Mlliyet Milliyet Blog Milliyet Blog
 

20 Kasım '06

 
Kategori
İş Yaşamı - Kariyer
 

İş mi arıyorsunuz? Biz size döneriz

İş mi arıyorsunuz? Biz size döneriz
 

Yıllar sonra nihayet bir gün bende masanın diğer tarafında olmanın nasıl birşey olduğunu anlamış bulunuyorum. Bu masa hemen herkesin bildiği masalardan, muhtemelen bir toplantı salonunun büyük genelde elips masalarından. Bir yanında sevgili genelde çok heyecanlı, eli ayağına dolaşan iş arayan, diğer tarafında ise bu iş arayanın açıklarını arama, kısa sürede tanıma ve terletme gayesinde olan iş veren. Ama asla unutmuyorum, bir zamanlar bende oradaydım, iş arayan safında, nasıl mı?

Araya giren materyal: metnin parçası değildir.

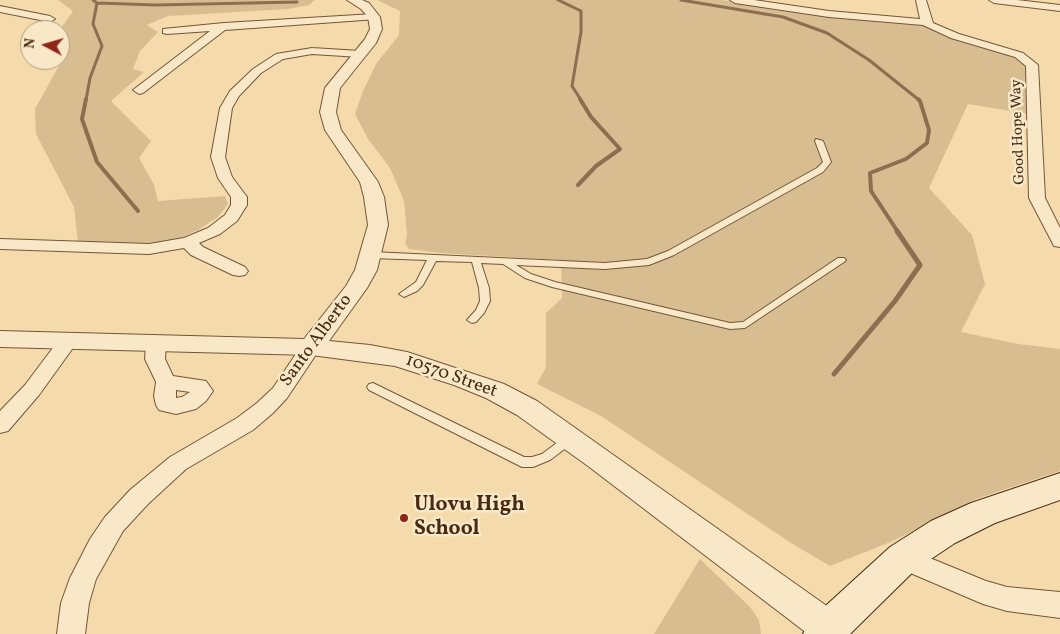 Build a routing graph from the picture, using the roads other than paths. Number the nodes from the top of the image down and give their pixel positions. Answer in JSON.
{"nodes":[{"id":1,"x":353,"y":0,"type":"edge"},
{"id":2,"x":735,"y":0,"type":"edge"},
{"id":3,"x":921,"y":0,"type":"edge"},
{"id":4,"x":994,"y":0,"type":"edge"},
{"id":5,"x":1060,"y":8,"type":"edge"},
{"id":6,"x":0,"y":9,"type":"edge"},
{"id":7,"x":374,"y":17,"type":"junction"},
{"id":8,"x":50,"y":19,"type":"dead end"},
{"id":9,"x":926,"y":22,"type":"junction"},
{"id":10,"x":224,"y":26,"type":"junction"},
{"id":11,"x":167,"y":31,"type":"dead end"},
{"id":12,"x":360,"y":54,"type":"junction"},
{"id":13,"x":139,"y":90,"type":"dead end"},
{"id":14,"x":819,"y":141,"type":"dead end"},
{"id":15,"x":188,"y":242,"type":"junction"},
{"id":16,"x":1060,"y":242,"type":"edge"},
{"id":17,"x":0,"y":244,"type":"edge"},
{"id":18,"x":372,"y":256,"type":"junction"},
{"id":19,"x":433,"y":258,"type":"junction"},
{"id":20,"x":476,"y":260,"type":"junction"},
{"id":21,"x":841,"y":260,"type":"dead end"},
{"id":22,"x":504,"y":262,"type":"junction"},
{"id":23,"x":240,"y":271,"type":"dead end"},
{"id":24,"x":404,"y":294,"type":"dead end"},
{"id":25,"x":472,"y":320,"type":"dead end"},
{"id":26,"x":0,"y":339,"type":"edge"},
{"id":27,"x":68,"y":341,"type":"junction"},
{"id":28,"x":156,"y":343,"type":"junction"},
{"id":29,"x":311,"y":347,"type":"junction"},
{"id":30,"x":166,"y":382,"type":"dead end"},
{"id":31,"x":374,"y":388,"type":"dead end"},
{"id":32,"x":0,"y":425,"type":"edge"},
{"id":33,"x":570,"y":439,"type":"junction"},
{"id":34,"x":1060,"y":486,"type":"edge"},
{"id":35,"x":903,"y":558,"type":"junction"},
{"id":36,"x":1060,"y":605,"type":"edge"},
{"id":37,"x":826,"y":631,"type":"edge"},
{"id":38,"x":71,"y":634,"type":"edge"}],
"edges":[{"from":1,"to":7,"type":"street"},
{"from":2,"to":9,"type":"street"},
{"from":3,"to":9,"type":"street"},
{"from":4,"to":5,"type":"street"},
{"from":6,"to":8,"type":"street"},
{"from":7,"to":10,"type":"street"},
{"from":7,"to":12,"type":"street","name":"Santo Alberto"},
{"from":9,"to":16,"type":"street","name":"Good Hope Way"},
{"from":10,"to":11,"type":"street"},
{"from":10,"to":13,"type":"street"},
{"from":12,"to":15,"type":"street"},
{"from":12,"to":18,"type":"street","name":"Santo Alberto"},
{"from":14,"to":22,"type":"lane"},
{"from":15,"to":17,"type":"street"},
{"from":15,"to":23,"type":"street"},
{"from":18,"to":19,"type":"lane"},
{"from":18,"to":29,"type":"street","name":"Santo Alberto"},
{"from":19,"to":20,"type":"lane"},
{"from":19,"to":24,"type":"lane"},
{"from":20,"to":22,"type":"lane"},
{"from":20,"to":25,"type":"lane"},
{"from":21,"to":22,"type":"lane"},
{"from":26,"to":27,"type":"street","name":"10570 Street"},
{"from":27,"to":28,"type":"street","name":"10570 Street"},
{"from":27,"to":32,"type":"street"},
{"from":28,"to":29,"type":"street","name":"10570 Street"},
{"from":28,"to":30,"type":"street"},
{"from":29,"to":33,"type":"street","name":"10570 Street"},
{"from":29,"to":38,"type":"street","name":"Santo Alberto"},
{"from":31,"to":33,"type":"lane"},
{"from":33,"to":37,"type":"street","name":"10570 Street"},
{"from":34,"to":35,"type":"main road"},
{"from":35,"to":36,"type":"street"},
{"from":35,"to":37,"type":"main road"}]} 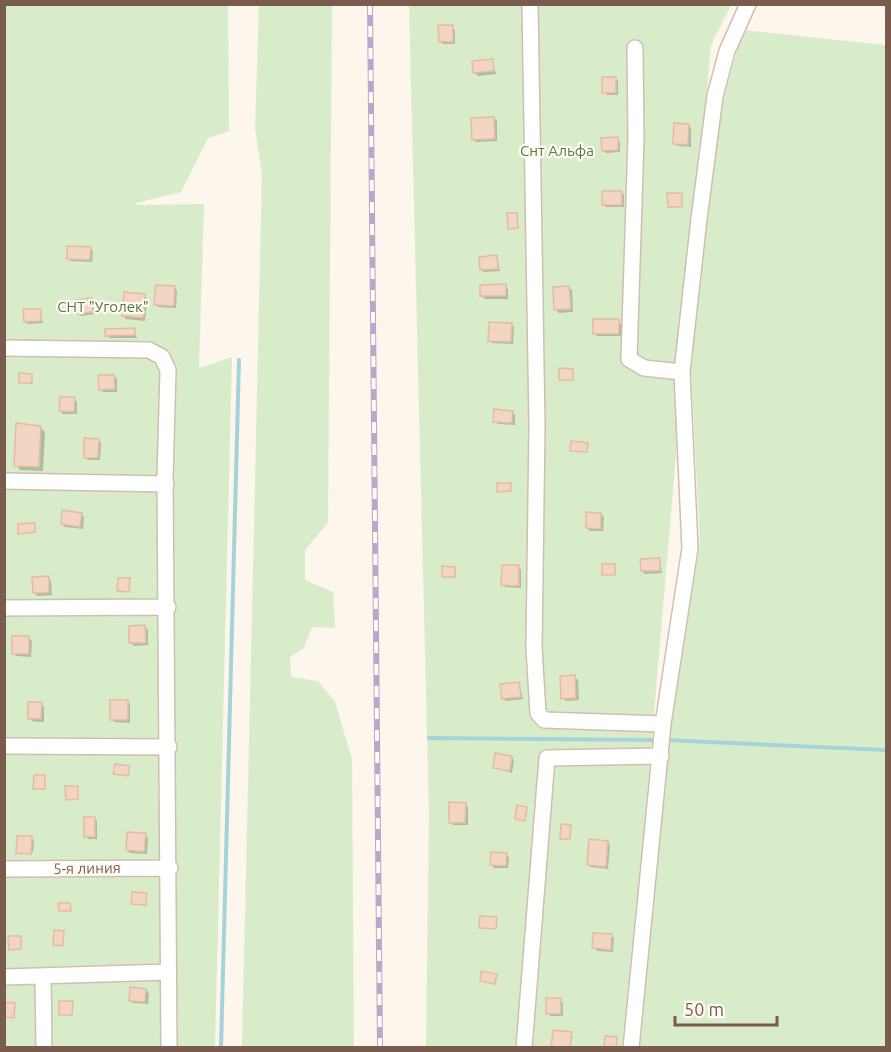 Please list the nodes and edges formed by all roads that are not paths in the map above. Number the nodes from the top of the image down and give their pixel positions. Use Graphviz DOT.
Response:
graph roads {
  1 [pos="530,4"];
  2 [pos="748,4"];
  3 [pos="635,48"];
  4 [pos="4,348"];
  5 [pos="682,372"];
  6 [pos="4,481"];
  7 [pos="166,484"];
  8 [pos="168,607"];
  9 [pos="4,608"];
  10 [pos="663,724"];
  11 [pos="4,746"];
  12 [pos="169,747"];
  13 [pos="661,756"];
  14 [pos="170,868"];
  15 [pos="4,869"];
  16 [pos="168,972"];
  17 [pos="43,976"];
  18 [pos="4,977"];
  19 [pos="44,1047"];
  20 [pos="169,1047"];
  21 [pos="524,1047"];
  22 [pos="631,1047"];
  1 -- 10 [label="street"];
  2 -- 5 [label="street"];
  3 -- 5 [label="street"];
  4 -- 7 [label="street"];
  5 -- 10 [label="street"];
  6 -- 7 [label="street"];
  7 -- 8 [label="street"];
  8 -- 9 [label="street"];
  8 -- 12 [label="street"];
  10 -- 13 [label="street"];
  11 -- 12 [label="street"];
  12 -- 14 [label="street"];
  13 -- 21 [label="street"];
  13 -- 22 [label="street"];
  14 -- 15 [label="street, 5-я линия"];
  14 -- 16 [label="street"];
  16 -- 17 [label="street"];
  16 -- 20 [label="street"];
  17 -- 18 [label="street"];
  17 -- 19 [label="street"];
} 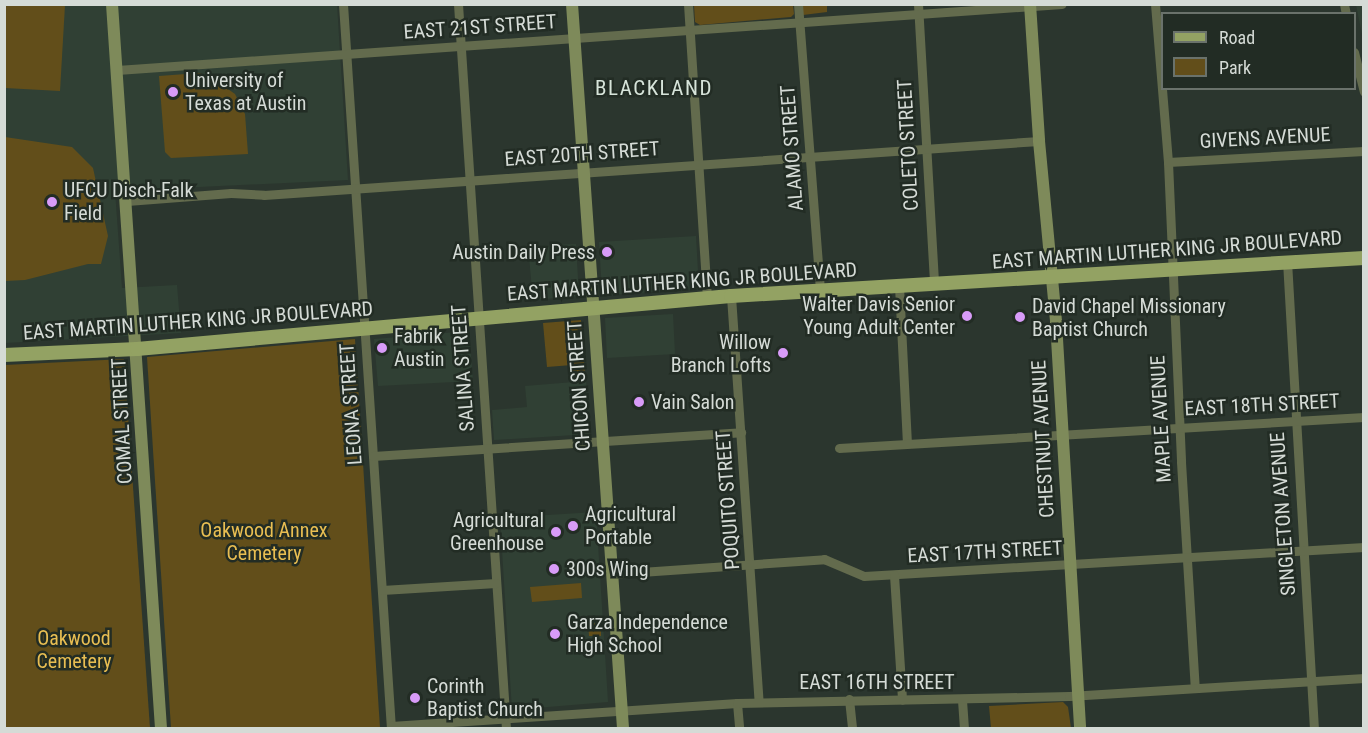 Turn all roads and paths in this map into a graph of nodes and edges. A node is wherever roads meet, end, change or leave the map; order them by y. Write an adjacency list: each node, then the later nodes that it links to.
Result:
1 (112, 4): 17 (street, COMAL STREET)
2 (343, 4): 15 (street, LEONA STREET)
3 (458, 4): 14 (street, SALINA STREET)
4 (572, 4): 13 (street, CHICON STREET)
5 (688, 4): 12 (street)
6 (798, 4): 11 (street, ALAMO STREET)
7 (1062, 4): 9 (street, EAST 21ST STREET)
8 (1155, 4): 18 (street, MAPLE AVENUE)
9 (1030, 6): 10 (street, EAST 21ST STREET); 21 (street, CHESTNUT AVENUE)
10 (918, 9): 11 (street, EAST 21ST STREET); 22 (street, COLETO STREET)
11 (801, 23): 12 (street, EAST 21ST STREET); 24 (street, ALAMO STREET)
12 (689, 30): 13 (street, EAST 21ST STREET); 26 (street)
13 (575, 39): 14 (street, EAST 21ST STREET); 27 (street, CHICON STREET)
14 (461, 47): 15 (street, EAST 21ST STREET); 28 (street, SALINA STREET)
15 (346, 54): 17 (street, EAST 21ST STREET); 29 (street, LEONA STREET)
16 (1356, 60): 20 (street)
17 (117, 70): 30 (street, COMAL STREET)
18 (1161, 77)
19 (1162, 90): 25 (street, MAPLE AVENUE)
20 (1364, 92)
21 (1039, 141): 22 (street, EAST 20TH STREET); 34 (street, CHESTNUT AVENUE)
22 (926, 149): 24 (street, EAST 20TH STREET); 35 (street, COLETO STREET)
23 (1364, 151): 25 (street, GIVENS AVENUE)
24 (810, 157): 26 (street, EAST 20TH STREET); 37 (street, ALAMO STREET)
25 (1168, 162): 33 (street, MAPLE AVENUE)
26 (698, 164): 27 (street, EAST 20TH STREET); 39 (street)
27 (584, 171): 28 (street, EAST 20TH STREET); 40 (street, CHICON STREET)
28 (468, 181): 29 (street, EAST 20TH STREET); 41 (street, SALINA STREET)
29 (355, 188): 30 (street, EAST 20TH STREET); 42 (street, LEONA STREET)
30 (127, 201): 43 (street, COMAL STREET)
31 (1364, 258): 32 (main road, EAST MARTIN LUTHER KING JR BOULEVARD)
32 (1287, 261): 33 (main road, EAST MARTIN LUTHER KING JR BOULEVARD); 46 (street, SINGLETON AVENUE)
33 (1172, 268): 34 (main road, EAST MARTIN LUTHER KING JR BOULEVARD); 47 (street, MAPLE AVENUE)
34 (1052, 278): 35 (main road, EAST MARTIN LUTHER KING JR BOULEVARD); 49 (street, CHESTNUT AVENUE)
35 (934, 284): 36 (main road, EAST MARTIN LUTHER KING JR BOULEVARD)
36 (899, 286): 37 (main road, EAST MARTIN LUTHER KING JR BOULEVARD); 51 (street)
37 (820, 290): 38 (main road, EAST MARTIN LUTHER KING JR BOULEVARD)
38 (731, 296): 39 (main road, EAST MARTIN LUTHER KING JR BOULEVARD); 48 (street, POQUITO STREET)
39 (707, 298): 40 (main road, EAST MARTIN LUTHER KING JR BOULEVARD)
40 (592, 308): 41 (main road, EAST MARTIN LUTHER KING JR BOULEVARD); 50 (street, CHICON STREET)
41 (478, 317): 42 (main road, EAST MARTIN LUTHER KING JR BOULEVARD); 53 (street, SALINA STREET)
42 (364, 328): 43 (main road, EAST MARTIN LUTHER KING JR BOULEVARD); 54 (street, LEONA STREET)
43 (137, 349): 44 (main road, EAST MARTIN LUTHER KING JR BOULEVARD); 76 (street, COMAL STREET)
44 (4, 355)
45 (1364, 417): 46 (street, EAST 18TH STREET)
46 (1295, 421): 47 (street, EAST 18TH STREET); 56 (street, SINGLETON AVENUE)
47 (1179, 428): 49 (street, EAST 18TH STREET); 57 (street, MAPLE AVENUE)
48 (741, 432): 50 (street); 58 (street, POQUITO STREET)
49 (1063, 433): 51 (street, EAST 18TH STREET); 59 (street, CHESTNUT AVENUE)
50 (603, 442): 53 (street); 60 (street, CHICON STREET)
51 (908, 443): 52 (street, EAST 18TH STREET)
52 (839, 448)
53 (487, 450): 54 (street); 62 (street, SALINA STREET)
54 (373, 456): 63 (street, LEONA STREET)
55 (1364, 547): 56 (street, EAST 17TH STREET)
56 (1304, 551): 57 (street, EAST 17TH STREET); 65 (street, SINGLETON AVENUE)
57 (1187, 557): 59 (street, EAST 17TH STREET); 66 (street, MAPLE AVENUE)
58 (751, 565): 60 (street, EAST 17TH STREET); 61 (street, EAST 17TH STREET); 71 (street, POQUITO STREET)
59 (1069, 565): 61 (street, EAST 17TH STREET); 67 (street, CHESTNUT AVENUE)
60 (612, 574): 73 (street, CHICON STREET)
61 (894, 574): 69 (street)
62 (496, 583): 63 (street); 74 (street, SALINA STREET)
63 (382, 590): 75 (street, LEONA STREET)
64 (1364, 678): 65 (street, EAST 16TH STREET)
65 (1311, 681): 66 (street, EAST 16TH STREET); 82 (street, SINGLETON AVENUE)
66 (1195, 688): 67 (street, EAST 16TH STREET)
67 (1078, 695): 70 (street, EAST 16TH STREET); 81 (street, CHESTNUT AVENUE)
68 (849, 699): 69 (street, EAST 16TH STREET); 71 (street, EAST 16TH STREET); 79 (street)
69 (902, 700): 70 (street, EAST 16TH STREET)
70 (962, 700): 80 (street)
71 (759, 702): 72 (street, EAST 16TH STREET)
72 (737, 703): 73 (street, EAST 16TH STREET); 78 (street)
73 (622, 711): 74 (street, EAST 16TH STREET); 77 (street, CHICON STREET)
74 (506, 724): 75 (street, EAST 16TH STREET)
75 (391, 727)
76 (160, 729)
77 (623, 729)
78 (739, 729)
79 (852, 729)
80 (964, 729)
81 (1080, 729)
82 (1314, 729)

Her ne şekilde olursa olsun, insan işim var bu görüşmeye öyle bir rahatlıkla geliyorum, hiç heyecanlanmayacağım desede yinede içinde küçükte olsa bir şeyler hissetmemesi imkansız. Bir de gelin görün ki işi olmayıpta iş arayan biriyseniz, sizi çağırdıkları yerde birbirine bakan koltuklarda tanımadığınız rakipleriniz var ve genel itibarı ile sizden daha iyi giyimli, daha az heyecanlı ya da özgüvenli görünüyorlarsa, işte o vakit ellerinizi koyacak yer bulamaz, iki cümle birden kurup cevaplayacağınız soruyu boğazınıza düğümlenen bir yumruk sayesinde anlamsız sesler çıkararak cevaplarsınız. Ben de oradaydım, karşımda ütülü takım elbiseli, en az benim kadar heyecanlı, elindeki poşet dosyanın içerisinde cv olduğu belli olan ben yaşlarda insan ve benim yanımda oturan ve karşımdaki ile benim kendimizden şüphe etmemize sebep olacak kadar dik ve kendinden emin şekilde oturup elindeki evrak çantasını kucağına koymuş, yine ama bu kez iddialı bir takım elbiseli bir insan daha. Orada o kadar "az sonra görüşmeye girecek ve hemen sonrasında yukarıda ofisi gösterilecek" gibi duruyor ki bir an umutsuzluğun ve ya dibe vuruşun zirvesini yaşıyorsun. O evrak çantasıda öyle gizemli bir şeydir ki insanın aklına binbir türlü şey gelir. - işe beni almalısınız bayım. işte bu çantadan çıkardığım evraklarda bunun kanıtıdır. Böyle mi diyecek acaba ya da - iş deneyimlerim ve sertifikalarım o kadar çok ki bakınız evrak çantamda ancak getirebildim. İkiside değildir oysaki, sadece görüntüye kattığı elin boş kalmasın çantasından ibarettir. En son böyle düşünür ve girersin odaya.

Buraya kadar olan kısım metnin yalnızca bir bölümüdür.